=== Material to process ===
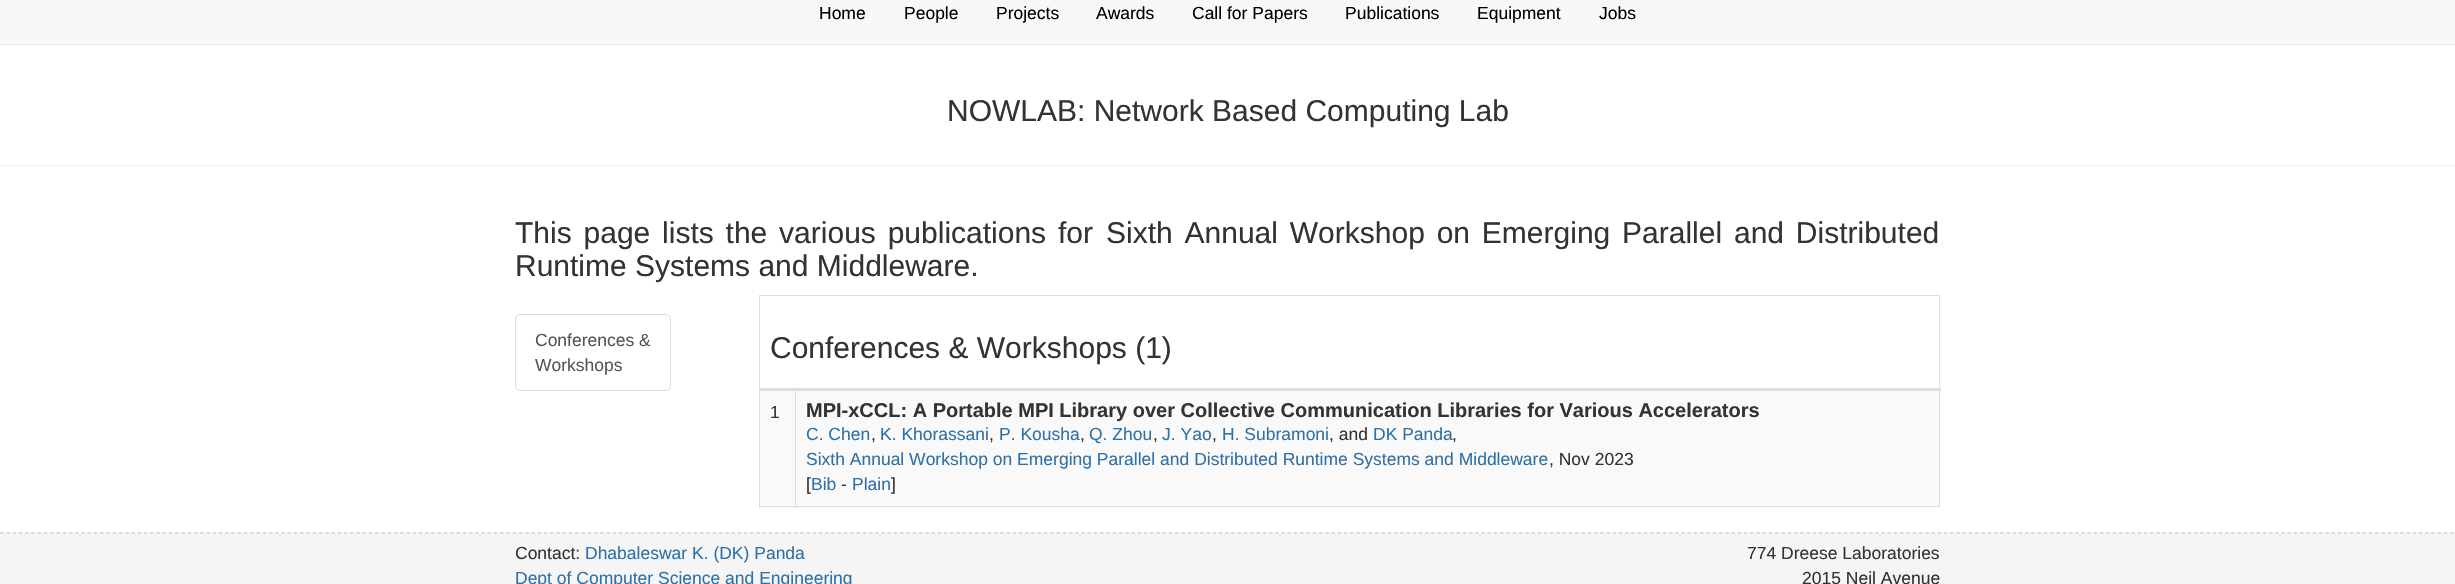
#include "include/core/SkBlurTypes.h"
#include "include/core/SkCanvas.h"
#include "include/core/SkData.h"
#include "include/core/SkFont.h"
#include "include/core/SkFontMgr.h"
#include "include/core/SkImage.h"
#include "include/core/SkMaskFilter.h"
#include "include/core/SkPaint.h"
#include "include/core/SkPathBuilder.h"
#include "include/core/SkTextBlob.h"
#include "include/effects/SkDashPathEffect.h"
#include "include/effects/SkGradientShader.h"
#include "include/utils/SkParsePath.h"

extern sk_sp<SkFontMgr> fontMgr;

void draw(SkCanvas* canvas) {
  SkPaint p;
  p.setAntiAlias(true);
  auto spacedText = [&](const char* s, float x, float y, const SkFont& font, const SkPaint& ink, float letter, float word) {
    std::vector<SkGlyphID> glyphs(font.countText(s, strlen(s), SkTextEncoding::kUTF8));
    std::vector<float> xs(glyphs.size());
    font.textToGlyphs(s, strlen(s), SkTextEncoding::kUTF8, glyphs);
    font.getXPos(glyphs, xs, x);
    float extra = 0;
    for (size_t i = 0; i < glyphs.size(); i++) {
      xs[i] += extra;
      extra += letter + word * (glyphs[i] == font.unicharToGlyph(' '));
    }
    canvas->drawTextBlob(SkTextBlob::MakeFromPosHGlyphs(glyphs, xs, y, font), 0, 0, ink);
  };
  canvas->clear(SK_ColorWHITE);
  p.setColor(SkColorSetRGB(248, 248, 248));
  canvas->drawRect(SkRect::MakeLTRB(0, 0, 2455, 44), p);
  p.setColor(SkColorSetRGB(231, 231, 231));
  canvas->drawRect(SkRect::MakeLTRB(0, 44, 2455, 45), p);
  p.setColor(SkColorSetRGB(238, 238, 238));
  canvas->drawRect(SkRect::MakeLTRB(0, 165, 2455, 166), p);
  p.setStyle(SkPaint::kStroke_Style);
  p.setStrokeWidth(1);
  p.setColor(SkColorSetRGB(221, 221, 221));
  canvas->drawRoundRect(SkRect::MakeLTRB(515.5f, 314.5f, 670.5f, 390.5f), 4.5f, 4.5f, p);
  p.setStyle(SkPaint::kFill_Style);
  canvas->drawRect(SkRect::MakeLTRB(759, 295, 1940, 296), p);
  canvas->drawRect(SkRect::MakeLTRB(1939, 295, 1940, 508), p);
  p.setColor(SkColorSetRGB(249, 249, 249));
  canvas->drawRect(SkRect::MakeLTRB(760, 391, 1939, 508), p);
  p.setColor(SkColorSetRGB(221, 221, 221));
  canvas->drawRect(SkRect::MakeLTRB(759, 506, 1940, 507), p);
  canvas->drawRect(SkRect::MakeLTRB(759, 295, 760, 508), p);
  canvas->drawRect(SkRect::MakeLTRB(795, 388, 796, 508), p);
  canvas->drawRect(SkRect::MakeLTRB(759, 388, 1941, 391), p);
  p.setColor(SkColorSetRGB(245, 245, 245));
  canvas->drawRect(SkRect::MakeLTRB(0, 533, 2455, 584), p);
  p.setStyle(SkPaint::kStroke_Style);
  p.setStrokeWidth(1.2f);
  p.setColor(SkColorSetRGB(192, 192, 192));
  p.setPathEffect(SkDashPathEffect::Make({{3.75f, 2.5f}}, 0));
  canvas->drawPath(SkPathBuilder().moveTo(0, 533).lineTo(2455, 533).detach(), p);
  p.setPathEffect(nullptr);
  SkFont font1(fontMgr->matchFamilyStyle("Liberation Sans", SkFontStyle::Normal()), 17.5f);
  font1.setSubpixel(true);
  p.setStyle(SkPaint::kFill_Style);
  p.setColor(SK_ColorBLACK);
  canvas->drawString("Home", 819, 19, font1, p);
  canvas->drawString("People", 904, 19, font1, p);
  canvas->drawString("Projects", 996, 19, font1, p);
  canvas->drawString("Awards", 1096, 19, font1, p);
  canvas->drawString("Call for Papers", 1192, 19, font1, p);
  canvas->drawString("Publications", 1345, 19, font1, p);
  canvas->drawString("Equipment", 1477, 19, font1, p);
  canvas->drawString("Jobs", 1599, 19, font1, p);
  SkFont font2(fontMgr->matchFamilyStyle("Liberation Sans", SkFontStyle::Normal()), 30);
  font2.setSubpixel(true);
  p.setColor(SkColorSetRGB(51, 51, 51));
  canvas->drawString("NOWLAB: Network Based Computing Lab", 947, 121, font2, p);
  spacedText("This page lists the various publications for", 515, 243, font2, p, 0, 3.5f);
  spacedText("Sixth Annual Workshop on Emerging Parallel and Distributed", 1106, 243, font2, p, 0, 3.5f);
  canvas->drawString("Runtime Systems and Middleware.", 515, 276, font2, p);
  p.setColor(SkColorSetRGB(85, 85, 85));
  canvas->drawString("Conferences &", 535, 346, font1, p);
  canvas->drawString("Workshops", 535, 371, font1, p);
  p.setColor(SkColorSetRGB(51, 51, 51));
  canvas->drawString("Conferences & Workshops (1)", 770, 358, font2, p);
  canvas->drawString("1", 770, 418, font1, p);
  SkFont font3(fontMgr->matchFamilyStyle("Liberation Sans", SkFontStyle::Bold()), 20);
  font3.setSubpixel(true);
  canvas->drawString("MPI-xCCL: A Portable MPI Library over Collective Communication Libraries for Various Accelerators", 806, 417, font3, p);
  p.setColor(SkColorSetRGB(47, 113, 167));
  canvas->drawString("C. Chen", 806, 440, font1, p);
  p.setColor(SkColorSetRGB(51, 51, 51));
  canvas->drawString(",", 871, 440, font1, p);
  p.setColor(SkColorSetRGB(47, 113, 167));
  canvas->drawString("K. Khorassani", 880, 440, font1, p);
  p.setColor(SkColorSetRGB(51, 51, 51));
  canvas->drawString(",", 989, 440, font1, p);
  p.setColor(SkColorSetRGB(47, 113, 167));
  canvas->drawString("P. Kousha", 999, 440, font1, p);
  p.setColor(SkColorSetRGB(51, 51, 51));
  canvas->drawString(",", 1080, 440, font1, p);
  p.setColor(SkColorSetRGB(47, 113, 167));
  canvas->drawString("Q. Zhou", 1089, 440, font1, p);
  p.setColor(SkColorSetRGB(51, 51, 51));
  canvas->drawString(",", 1153, 440, font1, p);
  p.setColor(SkColorSetRGB(47, 113, 167));
  canvas->drawString("J. Yao", 1162, 440, font1, p);
  p.setColor(SkColorSetRGB(51, 51, 51));
  canvas->drawString(",", 1212, 440, font1, p);
  p.setColor(SkColorSetRGB(47, 113, 167));
  canvas->drawString("H. Subramoni", 1222, 440, font1, p);
  p.setColor(SkColorSetRGB(51, 51, 51));
  canvas->drawString(", and", 1329, 440, font1, p);
  p.setColor(SkColorSetRGB(47, 113, 167));
  canvas->drawString("DK Panda", 1373, 440, font1, p);
  p.setColor(SkColorSetRGB(51, 51, 51));
  canvas->drawString(",", 1452, 440, font1, p);
  p.setColor(SkColorSetRGB(47, 113, 167));
  canvas->drawString("Sixth Annual Workshop on Emerging Parallel and Distributed Runtime Systems and Middleware", 806, 465, font1, p);
  p.setColor(SkColorSetRGB(51, 51, 51));
  canvas->drawString(", Nov 2023", 1549, 465, font1, p);
  canvas->drawString("[", 806, 490, font1, p);
  p.setColor(SkColorSetRGB(47, 113, 167));
  canvas->drawString("Bib", 811, 490, font1, p);
  p.setColor(SkColorSetRGB(51, 51, 51));
  canvas->drawString("-", 841, 490, font1, p);
  p.setColor(SkColorSetRGB(47, 113, 167));
  canvas->drawString("Plain", 852, 490, font1, p);
  p.setColor(SkColorSetRGB(51, 51, 51));
  canvas->drawString("]", 891, 490, font1, p);
  canvas->drawString("Contact:", 515, 559, font1, p);
  p.setColor(SkColorSetRGB(47, 113, 167));
  canvas->drawString("Dhabaleswar K. (DK) Panda", 585, 559, font1, p);
  canvas->drawString("Dept of Computer Science and Engineering", 515, 584, font1, p);
  p.setColor(SkColorSetRGB(51, 51, 51));
  canvas->drawString("774 Dreese Laboratories", 1747, 559, font1, p);
  canvas->drawString("2015 Neil Avenue", 1802, 584, font1, p);
}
===
| Task prompt |
Return only the lines from the start of the data through the line that contains "p.setAntiAlias(true);", please, copying them exactly and omitting all pictures.

| Answer to this exercise |
#include "include/core/SkBlurTypes.h"
#include "include/core/SkCanvas.h"
#include "include/core/SkData.h"
#include "include/core/SkFont.h"
#include "include/core/SkFontMgr.h"
#include "include/core/SkImage.h"
#include "include/core/SkMaskFilter.h"
#include "include/core/SkPaint.h"
#include "include/core/SkPathBuilder.h"
#include "include/core/SkTextBlob.h"
#include "include/effects/SkDashPathEffect.h"
#include "include/effects/SkGradientShader.h"
#include "include/utils/SkParsePath.h"

extern sk_sp<SkFontMgr> fontMgr;

void draw(SkCanvas* canvas) {
  SkPaint p;
  p.setAntiAlias(true);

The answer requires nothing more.